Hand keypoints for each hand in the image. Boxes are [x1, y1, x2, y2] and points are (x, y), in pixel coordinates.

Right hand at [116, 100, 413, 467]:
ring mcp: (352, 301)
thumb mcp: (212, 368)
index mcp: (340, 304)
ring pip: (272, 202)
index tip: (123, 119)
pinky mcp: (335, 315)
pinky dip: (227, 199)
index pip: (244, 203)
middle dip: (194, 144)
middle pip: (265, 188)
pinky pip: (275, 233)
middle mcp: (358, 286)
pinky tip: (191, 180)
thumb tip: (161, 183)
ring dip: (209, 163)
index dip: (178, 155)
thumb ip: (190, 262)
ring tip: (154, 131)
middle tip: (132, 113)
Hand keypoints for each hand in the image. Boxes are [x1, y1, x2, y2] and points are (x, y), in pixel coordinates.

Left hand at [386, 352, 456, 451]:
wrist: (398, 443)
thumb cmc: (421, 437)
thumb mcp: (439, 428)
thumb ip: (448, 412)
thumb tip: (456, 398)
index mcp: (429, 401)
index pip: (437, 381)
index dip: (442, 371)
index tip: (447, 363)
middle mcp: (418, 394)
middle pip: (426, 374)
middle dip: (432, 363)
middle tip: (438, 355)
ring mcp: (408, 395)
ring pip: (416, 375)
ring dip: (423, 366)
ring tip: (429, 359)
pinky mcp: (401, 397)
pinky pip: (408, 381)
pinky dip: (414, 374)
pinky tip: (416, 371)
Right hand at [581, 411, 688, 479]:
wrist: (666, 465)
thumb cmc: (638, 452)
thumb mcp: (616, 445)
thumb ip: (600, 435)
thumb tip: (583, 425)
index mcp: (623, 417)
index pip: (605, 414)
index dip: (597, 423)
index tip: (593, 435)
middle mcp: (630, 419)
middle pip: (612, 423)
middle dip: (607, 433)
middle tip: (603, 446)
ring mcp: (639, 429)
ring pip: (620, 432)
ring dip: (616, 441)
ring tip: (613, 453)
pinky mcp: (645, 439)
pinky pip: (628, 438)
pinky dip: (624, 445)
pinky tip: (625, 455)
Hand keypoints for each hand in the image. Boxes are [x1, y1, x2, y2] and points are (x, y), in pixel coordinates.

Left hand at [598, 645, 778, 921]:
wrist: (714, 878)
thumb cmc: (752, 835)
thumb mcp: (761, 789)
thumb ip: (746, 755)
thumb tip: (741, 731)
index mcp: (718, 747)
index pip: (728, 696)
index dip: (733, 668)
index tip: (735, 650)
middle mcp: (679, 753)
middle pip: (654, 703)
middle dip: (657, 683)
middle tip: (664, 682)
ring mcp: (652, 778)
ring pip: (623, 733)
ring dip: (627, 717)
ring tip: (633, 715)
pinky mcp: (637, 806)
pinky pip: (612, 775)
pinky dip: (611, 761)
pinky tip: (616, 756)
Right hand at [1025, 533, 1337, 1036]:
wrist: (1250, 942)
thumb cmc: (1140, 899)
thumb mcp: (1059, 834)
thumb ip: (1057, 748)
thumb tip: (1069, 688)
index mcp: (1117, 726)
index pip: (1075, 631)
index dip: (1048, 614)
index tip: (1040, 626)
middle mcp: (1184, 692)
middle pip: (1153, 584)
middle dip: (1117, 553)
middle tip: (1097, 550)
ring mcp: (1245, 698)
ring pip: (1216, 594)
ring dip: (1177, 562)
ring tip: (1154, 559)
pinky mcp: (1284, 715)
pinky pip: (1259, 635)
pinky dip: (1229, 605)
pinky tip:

------------------------------

What the task requires:
What are the lines from the one with "thumb cmc: (1140, 899)" through the end of the entries? Give them again exactly, both end lines included.

Solution to the exercise:
thumb cmc: (1140, 899)
thumb mcp: (1059, 834)
thumb ip: (1057, 748)
thumb tip: (1069, 688)
index mcp: (1117, 726)
index pip: (1075, 631)
index dip: (1048, 614)
index tip: (1040, 626)
middle mcp: (1184, 692)
middle pip: (1153, 584)
middle dip: (1117, 553)
middle tip: (1097, 550)
ring mcp: (1245, 698)
ring pip: (1216, 594)
ring dip: (1177, 562)
ring tip: (1154, 559)
pinky mcp: (1284, 715)
pinky pip: (1259, 635)
pinky dip: (1229, 605)
pinky tip:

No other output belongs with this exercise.